Scott’s decision was based heavily on the custody aspect of the bill. In a statement regarding his decision, he expressed concern that the legislation would have an adverse effect on children and had the potential to put the wants of a parent before that of the child.

“Current law directs a judge to consider the needs and interests of the children first when determining a parenting plan and time-sharing schedule,” said Scott. “This bill has the potential to upend that policy by creating a premise of equal time sharing. The state’s judges must consider each family’s unique situation and abilities, and put the best interests of the child above all else.”

Scott acknowledged the controversial nature of the measure, saying it evoked passionate reactions from thousands of Floridians. Over the past few weeks, the Governor’s office received more than 11,000 emails and phone calls about the proposal. About 80 percent of those messages were from supporters.

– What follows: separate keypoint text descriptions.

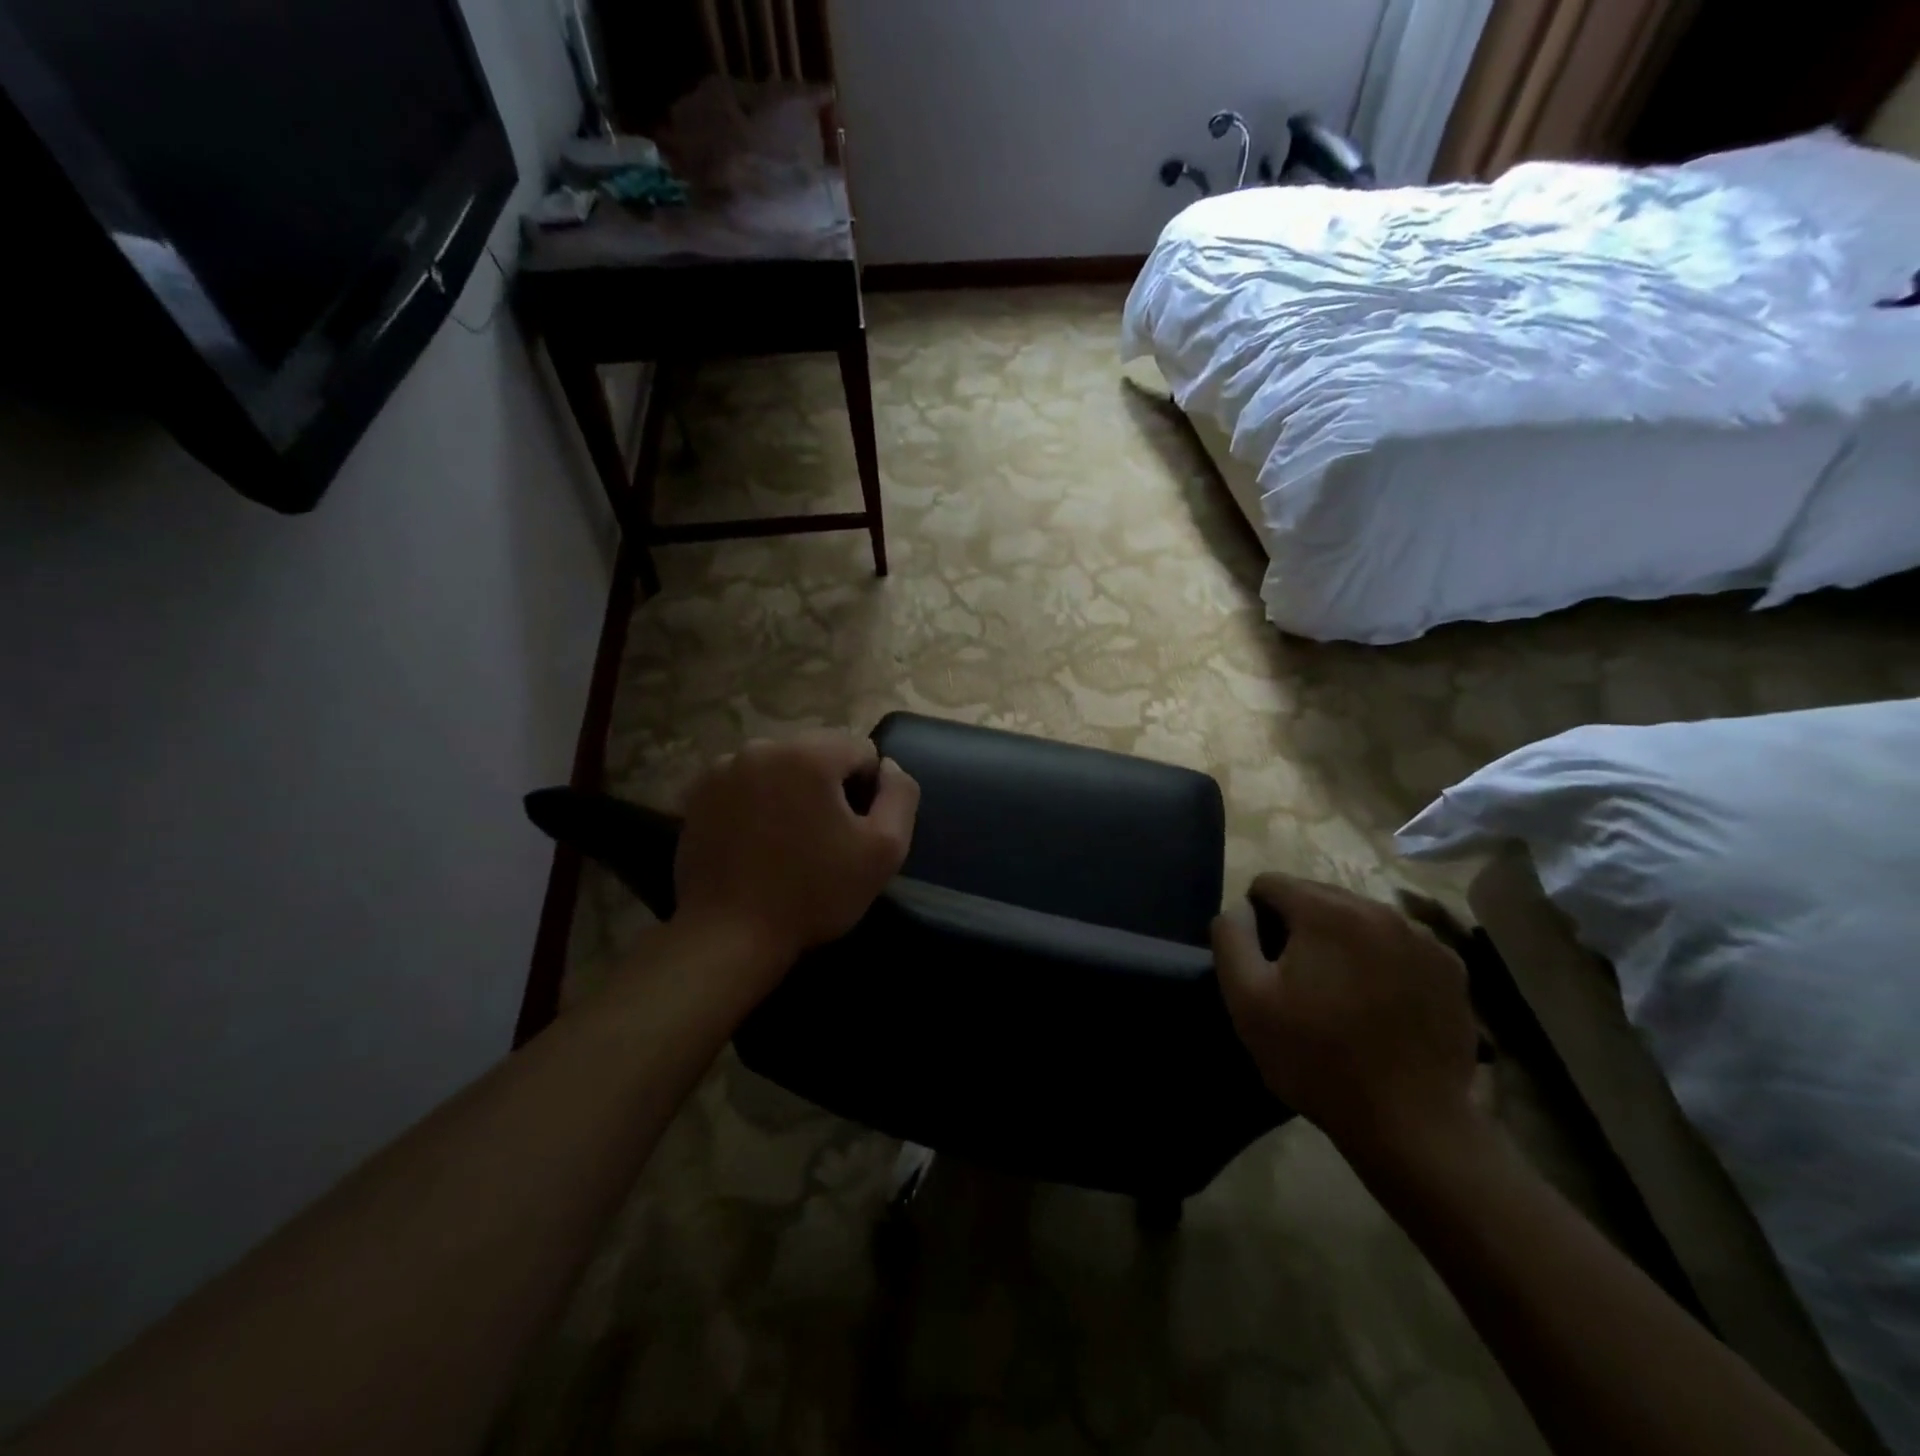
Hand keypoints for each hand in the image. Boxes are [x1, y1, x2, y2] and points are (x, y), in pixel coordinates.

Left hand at [673, 732, 919, 984]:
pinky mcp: (698, 793)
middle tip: (824, 838)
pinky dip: (757, 802)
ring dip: (792, 791)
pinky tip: (756, 842)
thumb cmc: (813, 893)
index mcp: (809, 754)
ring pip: (780, 767)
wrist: (728, 936)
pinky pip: (746, 783)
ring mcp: (723, 769)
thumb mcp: (883, 850)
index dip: (869, 791)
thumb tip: (889, 767)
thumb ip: (900, 796)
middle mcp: (762, 747)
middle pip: (817, 753)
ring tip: (787, 841)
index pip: (861, 750)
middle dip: (828, 786)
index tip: (855, 831)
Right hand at [1213, 873, 1478, 1166]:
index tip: (1263, 963)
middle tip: (1299, 981)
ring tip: (1340, 994)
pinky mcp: (1451, 969)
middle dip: (1300, 926)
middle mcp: (1379, 909)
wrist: (1411, 1124)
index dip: (1256, 919)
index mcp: (1327, 911)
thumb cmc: (1317, 1058)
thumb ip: (1232, 938)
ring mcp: (1423, 938)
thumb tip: (1240, 908)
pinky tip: (1380, 1004)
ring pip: (1360, 919)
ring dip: (1341, 941)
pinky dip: (1382, 961)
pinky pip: (1399, 945)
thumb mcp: (1247, 999)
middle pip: (1318, 896)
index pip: (1271, 884)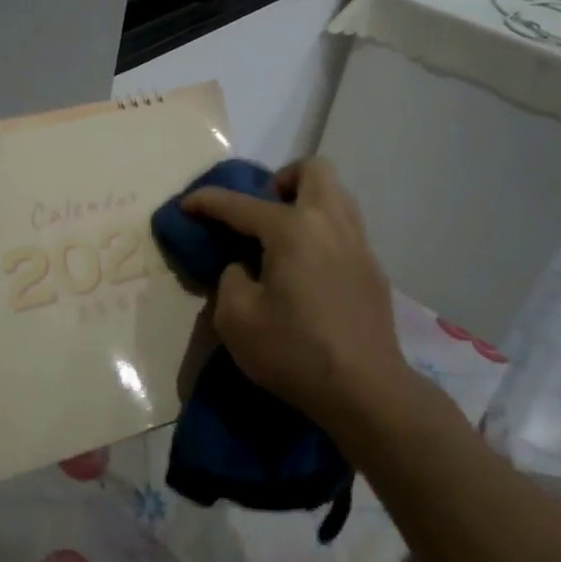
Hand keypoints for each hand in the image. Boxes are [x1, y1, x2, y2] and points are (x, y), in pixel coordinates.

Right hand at [182, 157, 403, 425]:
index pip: (241, 204)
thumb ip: (230, 279)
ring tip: (283, 238)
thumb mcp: (236, 319)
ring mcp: (358, 244)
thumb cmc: (294, 352)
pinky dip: (322, 231)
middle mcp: (330, 223)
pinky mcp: (373, 269)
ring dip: (306, 201)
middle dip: (281, 180)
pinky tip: (308, 269)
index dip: (208, 202)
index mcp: (293, 230)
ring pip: (336, 195)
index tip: (187, 205)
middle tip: (260, 213)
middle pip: (313, 171)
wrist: (366, 391)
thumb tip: (244, 267)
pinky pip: (345, 228)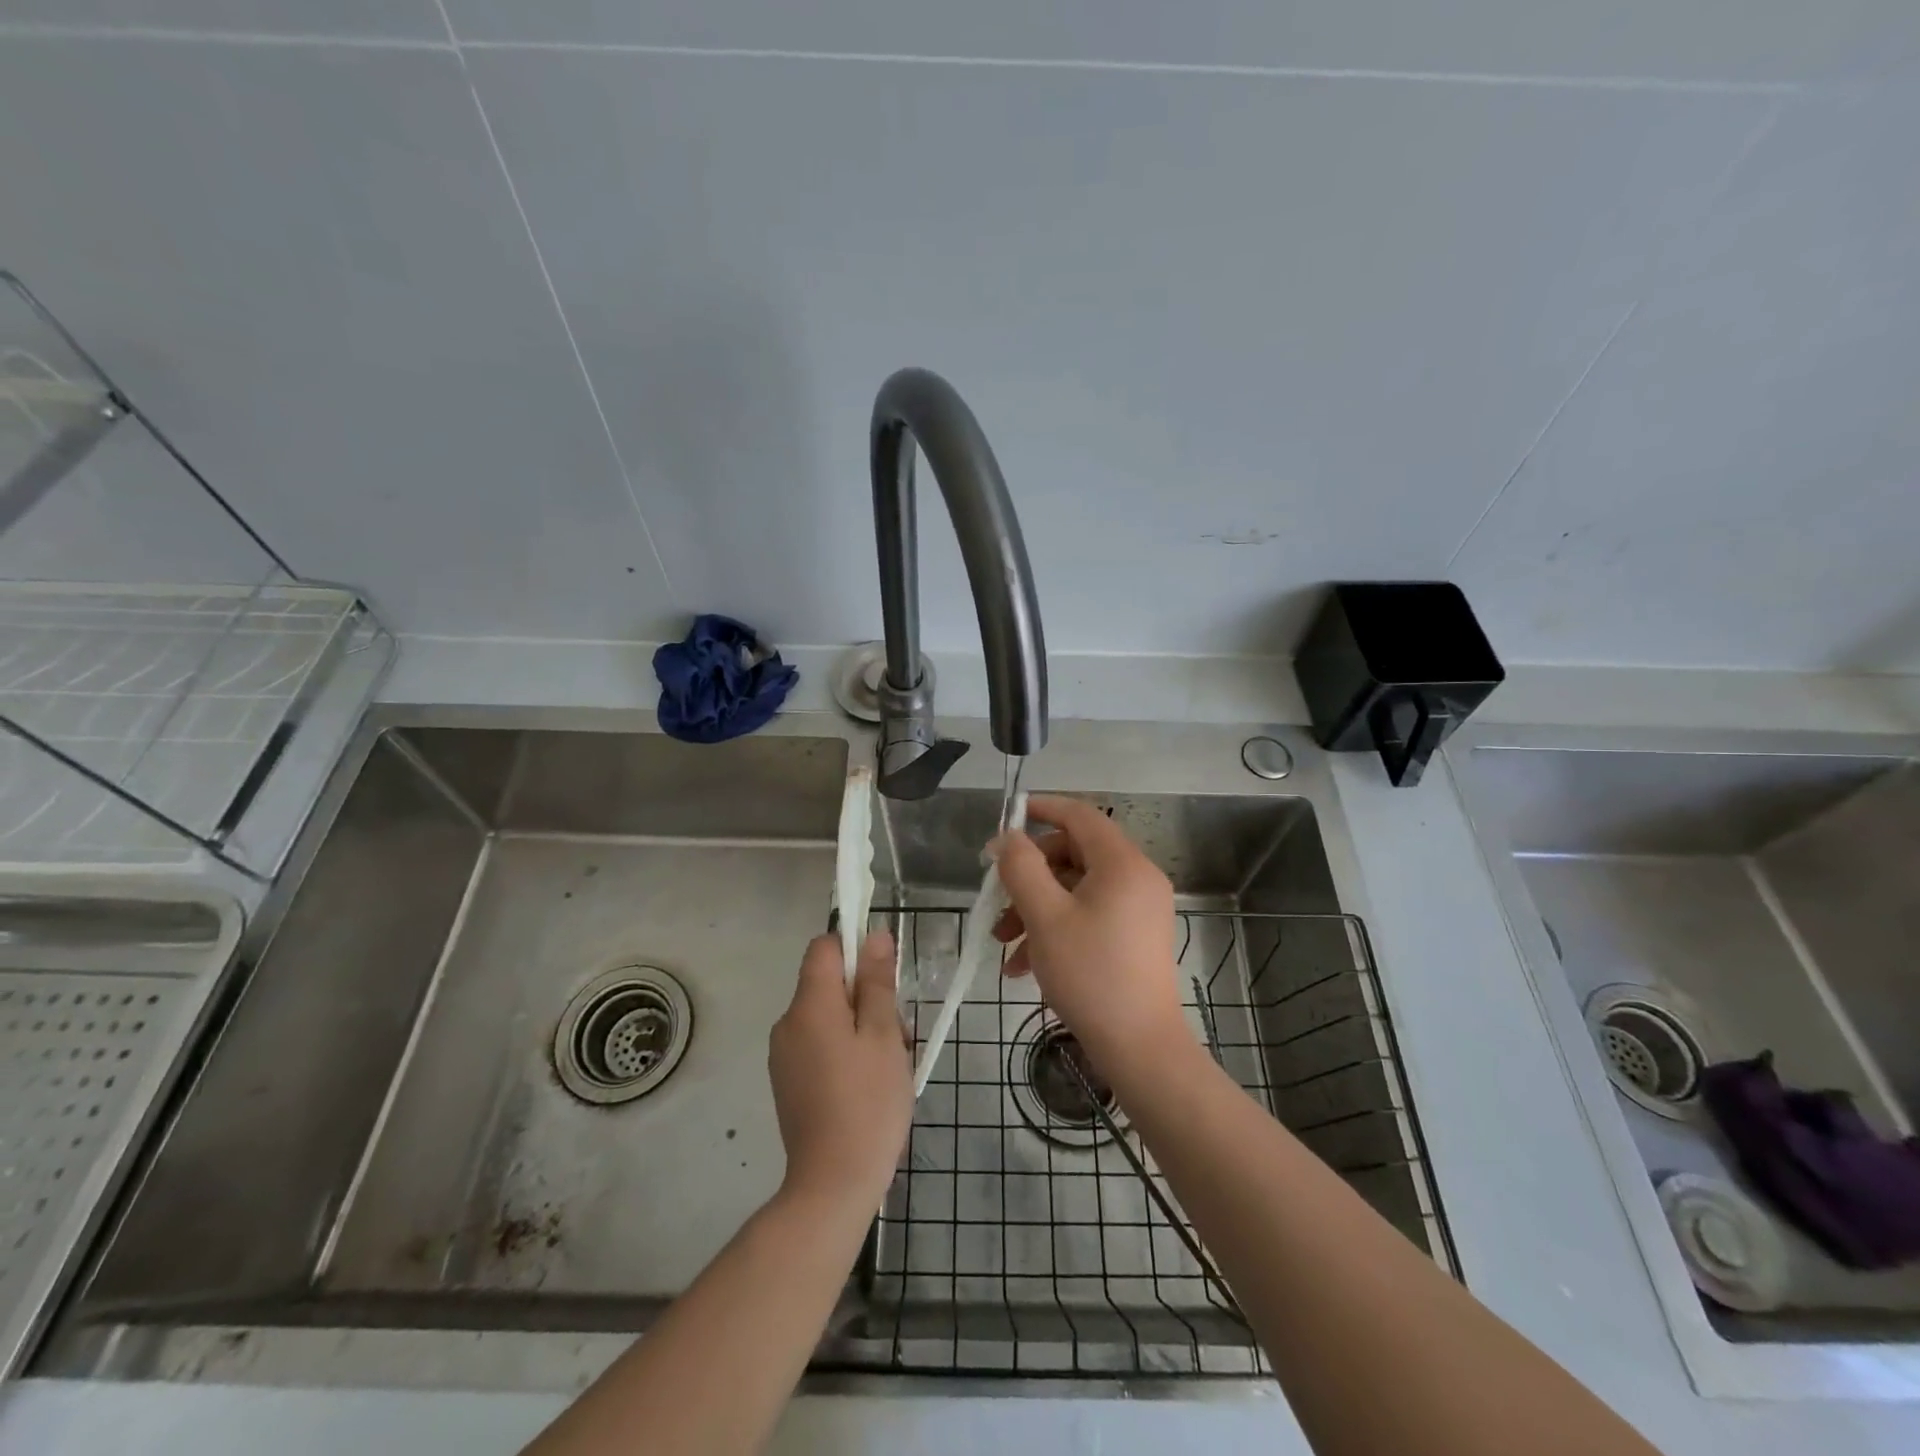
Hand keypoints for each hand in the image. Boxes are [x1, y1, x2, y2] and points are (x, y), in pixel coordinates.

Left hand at [769, 931, 911, 1215]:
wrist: (833, 1184)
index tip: (883, 980)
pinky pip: (818, 1044)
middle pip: (828, 984)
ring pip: (827, 1016)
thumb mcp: (883, 1035)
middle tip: (895, 1035)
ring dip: (858, 1026)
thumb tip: (872, 935)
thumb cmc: (867, 1102)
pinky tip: (866, 1084)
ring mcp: (784, 1055)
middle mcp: (787, 1023)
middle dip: (864, 997)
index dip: (854, 950)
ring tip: (885, 1065)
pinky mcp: (788, 1081)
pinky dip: (843, 1050)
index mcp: (808, 1005)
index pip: (824, 947)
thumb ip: (876, 982)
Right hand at [990, 794, 1190, 1073]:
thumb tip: (1007, 838)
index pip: (1079, 815)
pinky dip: (1056, 928)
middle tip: (997, 900)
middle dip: (1029, 876)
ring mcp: (1139, 908)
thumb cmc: (1090, 974)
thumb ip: (1021, 868)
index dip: (1042, 809)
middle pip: (1073, 854)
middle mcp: (1137, 878)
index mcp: (1122, 864)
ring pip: (1076, 889)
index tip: (1007, 818)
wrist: (1140, 1047)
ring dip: (1035, 908)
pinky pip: (1089, 915)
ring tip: (1003, 943)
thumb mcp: (1044, 916)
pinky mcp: (1134, 936)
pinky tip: (1024, 965)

The debate continues with many individuals and organizations issuing statements addressing their position on the outcome of this matter.

“Governor Scott has done the right thing by putting Florida’s children first,” said John Giotis, chairman of the Florida Council for Safe Communities.” Divorce is always a very difficult situation, and this bill would have put its most vulnerable victims, children, at risk. We sincerely hope that, going forward, any reforms to Florida family law will put the best interests of Florida children above all other concerns.”

Following Scott’s veto, Dr. Ned Holstein, founder and board chair of the National Parents Organization, a non-profit that seeks better lives for children through family law reform issued the following statement:

“While National Parents Organization is deeply disappointed in Gov. Rick Scott’s decision, we will continue to support the best interests of children by working to move shared parenting after divorce from the exception to the norm in Florida as well as nationwide. Nevertheless, we look forward to working constructively with the Governor as well as lawmakers nationwide in the future to advance the true best interests of children – a childhood filled with the constant love and support of not just one, but both parents after divorce.”

While there are people on both sides of the fence on this issue, all can agree that family law issues are very delicate, and deeply personal. But regardless of the outcome of the bill – or which side of the fence one is on – this matter added fuel to the alimony and custody reform fire and further confirms the need to update old thinking with new information and consideration of trends in our world.